The work of the carpenter and blacksmith, whose shops stood at the back of the fort, was chiefly on the wagons, which they kept in good order. For them winter was the busy season, for it was their duty to have everything in good order and ready for the train to start out in April.

In the store of the fort—presumably for sale to travellers or for the use of the proprietors—were to be found such unusual luxuries as butter-crackers, Bent’s water-crackers, candies of various sorts, and, most remarkable of all, great jars of preserved ginger of the kind which fifty or sixty years ago used to be brought from China. Elderly people of the present day can remember, when they were children, seeing these blue china jars, which were carried by lines of vegetable rope passed around the necks of the jars, and can remember also how delicious this ginger was when they were treated to a taste of it.

At the post were some creatures which greatly astonished the Indians. On one of his trips to St. Louis St. Vrain purchased a pair of goats, intending to have them draw a cart for some of the children. On the way across the plains, however, one of them was killed, but the one that survived lived at the fort for some years and used to clamber all over the walls and buildings. The creature was a great curiosity to the plains people, who had never before seen such an animal, and they never wearied of watching its climbing and its promenading along the walls of the fort. As it grew older it became cross, and seemed to take pleasure in scattering little groups of Indian children and chasing them about. The Southern Cheyennes went but little into the mountains at this time, and but few of them had ever seen the mountain sheep. If they had, they would not have regarded the domestic goat with so much wonder.

The post was abundantly supplied with poultry, for pigeons, chickens, and turkeys had been brought out there, and bred and did well.

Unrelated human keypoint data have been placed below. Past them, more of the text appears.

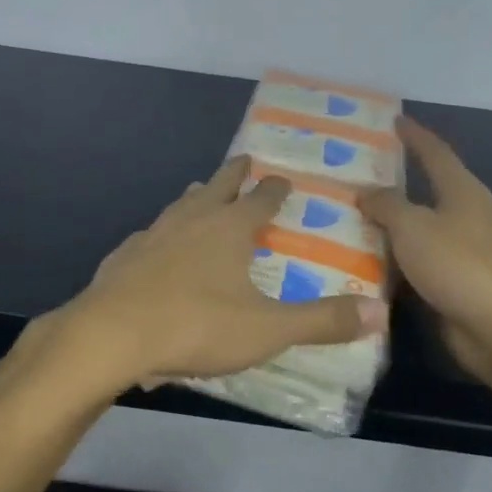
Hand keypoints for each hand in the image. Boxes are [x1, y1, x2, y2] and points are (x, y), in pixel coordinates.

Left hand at [42, 155, 388, 399]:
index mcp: (228, 229)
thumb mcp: (267, 329)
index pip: (260, 199)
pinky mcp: (126, 254)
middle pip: (217, 186)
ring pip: (180, 204)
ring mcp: (154, 233)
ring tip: (201, 190)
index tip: (281, 177)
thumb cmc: (196, 325)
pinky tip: (156, 242)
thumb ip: (321, 320)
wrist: (113, 333)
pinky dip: (162, 232)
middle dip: (234, 173)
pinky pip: (150, 234)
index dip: (274, 188)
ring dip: (196, 195)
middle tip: (243, 158)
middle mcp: (191, 220)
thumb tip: (378, 311)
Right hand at [361, 117, 491, 382]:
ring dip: (388, 222)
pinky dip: (392, 255)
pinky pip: (415, 258)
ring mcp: (461, 249)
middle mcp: (465, 215)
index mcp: (462, 191)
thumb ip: (385, 203)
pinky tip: (362, 256)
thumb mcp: (412, 226)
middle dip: (392, 180)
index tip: (392, 120)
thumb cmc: (458, 264)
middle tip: (354, 171)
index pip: (435, 152)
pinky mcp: (453, 281)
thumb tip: (365, 191)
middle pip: (425, 188)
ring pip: (417, 226)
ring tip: (348, 213)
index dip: (414, 135)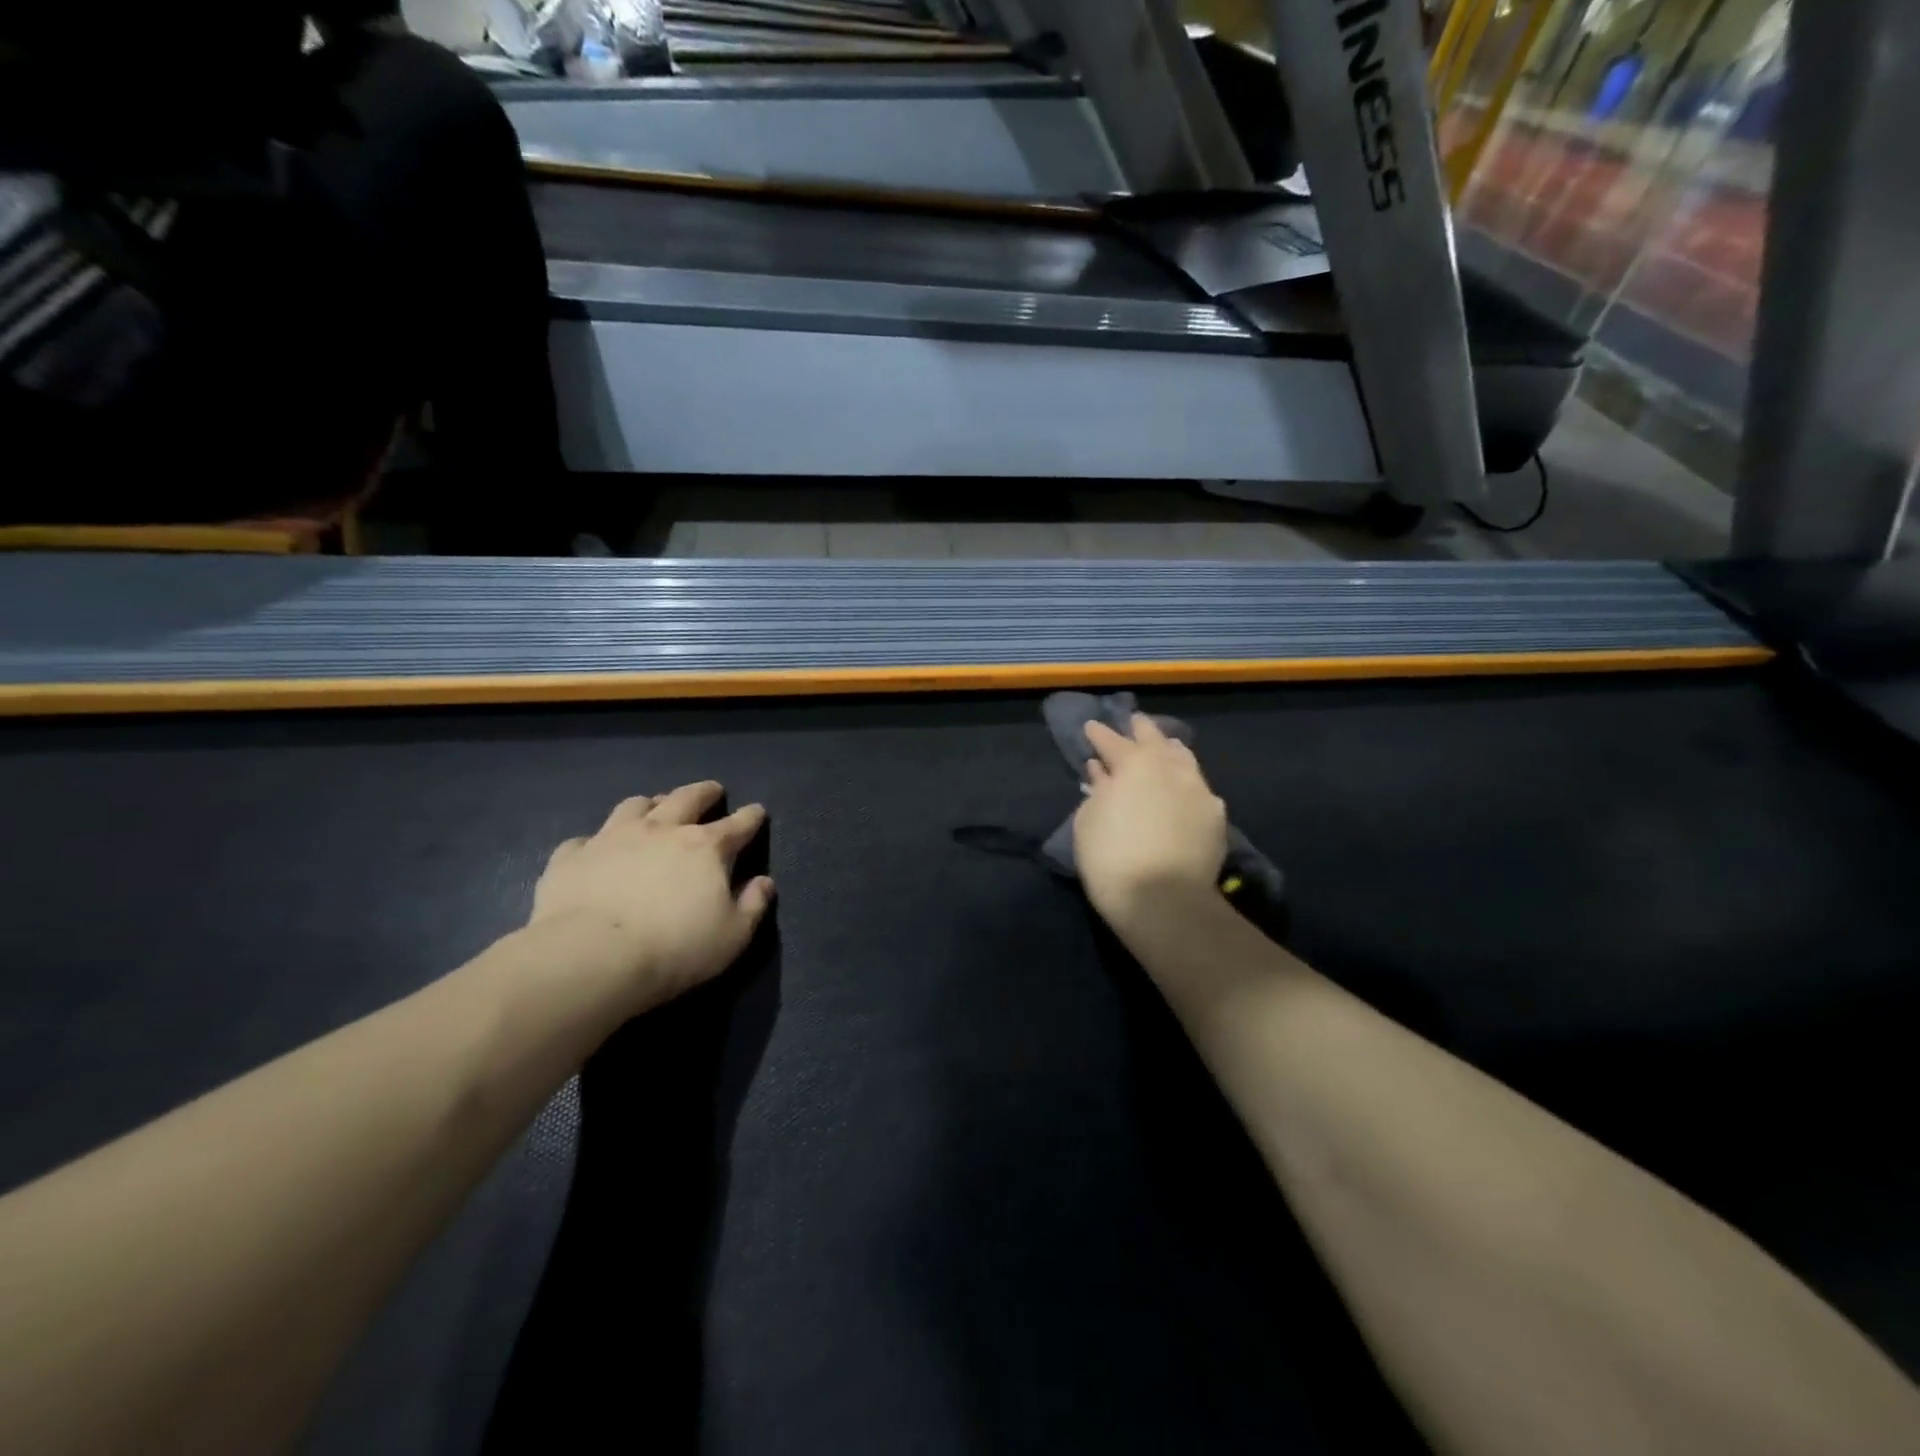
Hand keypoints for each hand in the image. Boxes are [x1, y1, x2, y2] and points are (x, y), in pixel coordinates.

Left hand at [532, 782, 775, 1015]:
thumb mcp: (732, 936)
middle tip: (712, 790)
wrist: (592, 957)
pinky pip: (584, 840)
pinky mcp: (572, 857)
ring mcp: (612, 838)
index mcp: (705, 847)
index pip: (737, 824)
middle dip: (704, 792)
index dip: (751, 817)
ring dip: (650, 804)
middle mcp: (661, 830)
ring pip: (635, 806)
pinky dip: (595, 842)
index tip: (757, 811)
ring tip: (654, 808)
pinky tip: (595, 851)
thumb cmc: (675, 948)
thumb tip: (764, 882)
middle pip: (687, 799)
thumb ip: (752, 905)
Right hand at [1074, 714, 1227, 923]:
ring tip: (1165, 745)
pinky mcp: (1215, 817)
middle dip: (1141, 729)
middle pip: (1154, 740)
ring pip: (1184, 759)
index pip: (1112, 741)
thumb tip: (1102, 772)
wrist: (1163, 900)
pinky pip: (1199, 789)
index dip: (1099, 734)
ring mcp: (1198, 790)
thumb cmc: (1111, 857)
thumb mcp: (1089, 821)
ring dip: (1170, 750)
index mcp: (1134, 764)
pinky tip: (1186, 786)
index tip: (1091, 726)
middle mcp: (1170, 768)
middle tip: (1134, 721)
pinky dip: (1187, 782)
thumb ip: (1098, 790)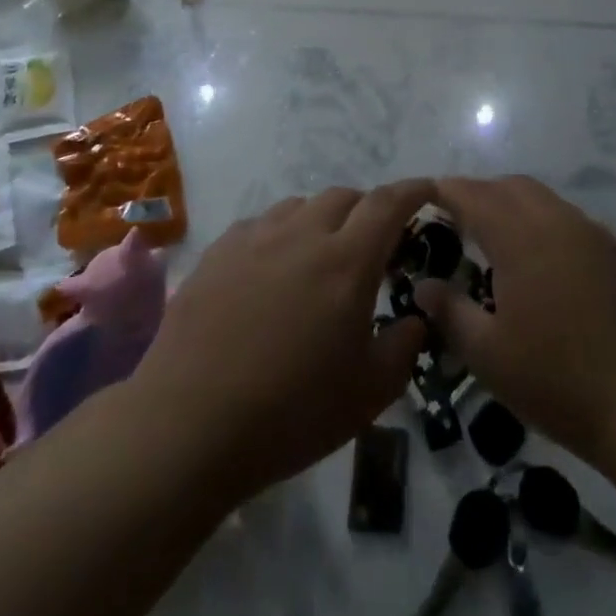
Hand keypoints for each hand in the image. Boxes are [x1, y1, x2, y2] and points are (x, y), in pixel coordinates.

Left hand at [129, 181, 431, 503]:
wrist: (188, 425)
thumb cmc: (290, 413)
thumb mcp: (367, 395)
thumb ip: (403, 347)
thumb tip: (415, 318)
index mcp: (347, 261)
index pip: (389, 203)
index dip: (412, 191)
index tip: (427, 190)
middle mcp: (304, 234)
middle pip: (344, 197)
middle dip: (367, 211)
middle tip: (371, 246)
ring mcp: (256, 238)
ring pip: (301, 205)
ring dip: (321, 220)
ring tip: (319, 257)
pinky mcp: (219, 251)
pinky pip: (261, 224)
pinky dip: (280, 234)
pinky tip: (271, 269)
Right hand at [414, 175, 615, 470]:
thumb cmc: (557, 380)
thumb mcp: (489, 354)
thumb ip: (450, 312)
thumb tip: (424, 286)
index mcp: (520, 237)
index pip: (474, 195)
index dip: (446, 191)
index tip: (425, 196)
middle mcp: (557, 221)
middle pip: (510, 187)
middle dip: (479, 194)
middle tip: (456, 221)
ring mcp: (592, 234)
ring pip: (544, 199)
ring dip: (513, 206)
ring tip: (496, 241)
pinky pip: (570, 220)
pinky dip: (544, 224)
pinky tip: (541, 264)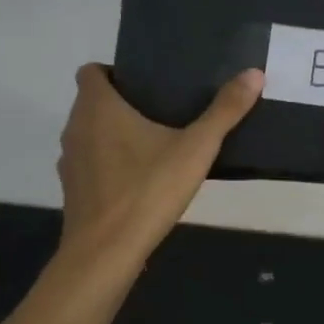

At one time George Bent brought out several peacocks, whose gay plumage and harsh voices astonished and more or less alarmed the Indians, who called them thunder birds, Nŭn-ūm´ā-ē-vĭ´kĭs.

There was no surgeon at the fort, Colonel Bent doing his own doctoring. He possessed an ample medicine-chest, which he replenished on his trips to St. Louis. He had also a number of medical books, and no doubt these and such practical experience as came to him with the years made him reasonably skilful in the rough medicine and surgery that he practised. With the train he carried a small medicine-chest, which occasionally came into play.

For many years Bent’s Fort was the great and only gathering-place for the Indians in the Southwestern plains, and at different times there were large companies of them present there.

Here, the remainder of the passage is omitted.